At the end of the research, it depends on the expression product of the group. Whether it is used for detection or for cotton protection, the expressed protein needs to be separated and purified. However, the properties of the protein are different, so the method is different.
The primary, secondary, tertiary, and quaternary structure of a protein determine its physical, chemical, biochemical, physical, chemical, and biological properties.In addition, it summarizes the differences in the properties of different proteins or changes the conditions to make them different. Using a variety of properties at the same time, in the case of both yield and purity, choose the method of protein purification.

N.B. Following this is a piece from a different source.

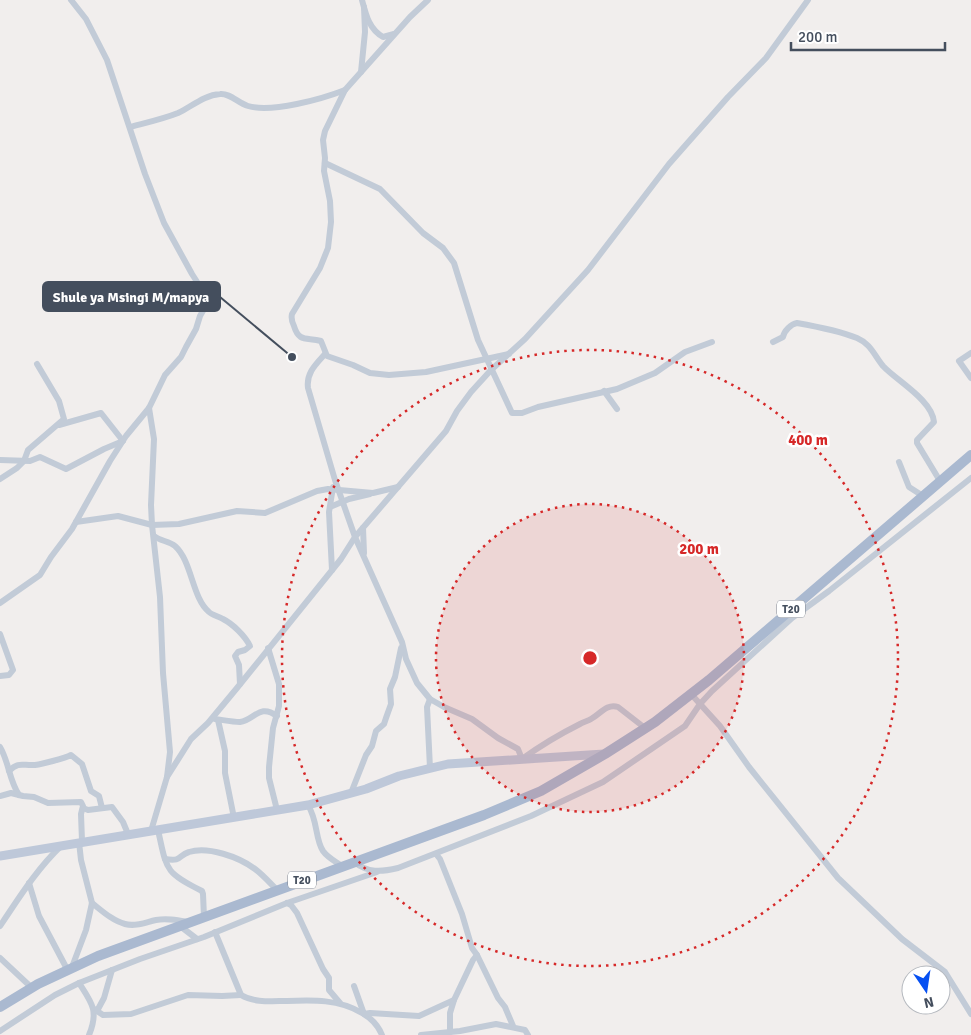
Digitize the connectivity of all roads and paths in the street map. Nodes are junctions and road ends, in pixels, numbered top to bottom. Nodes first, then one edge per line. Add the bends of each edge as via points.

Proteins generally exist in the form of complex mixtures in tissues or cells, and each type of cytotoxicity contains thousands of different proteins. The separation and purification of protein is an arduous task. The overall goal of the protein purification is trying to increase the purity of products or specific activity, requires reasonable, speed, high yield, purity for purification. And seperate the protein from cell of other all components, especially unwanted impure protein, while still retaining the biological activity and chemical integrity of the peptide.
The reason why a protein can be purified from thousands of protein mixtures is that different proteins have very different physical, chemical, physicochemical and biological properties.
These properties are caused by different sequences and number of proteins’ amino acids, and connected in the main chain of the polypeptide amino acid residues is positive, burden on electricity, polar or non-polar, hydrophilic or hydrophobic.
In addition, the polypeptide can fold into a very determine secondary structure of (alpha helix, beta, folding and various Angle), tertiary structure, and quaternary structure. Formed unique size, shape, and distribution of residues on the protein surface and a set of reasonable fractional separation steps can be designed by taking advantage of the difference in properties between the protein to be separated and other proteins.
The protein mixture can be separated according to the method corresponding to the different properties of the protein:
1 Molecular Size
Different types of proteins have certain differences in molecular size, and some simple methods can be used to make the protein mixture get preliminary separation.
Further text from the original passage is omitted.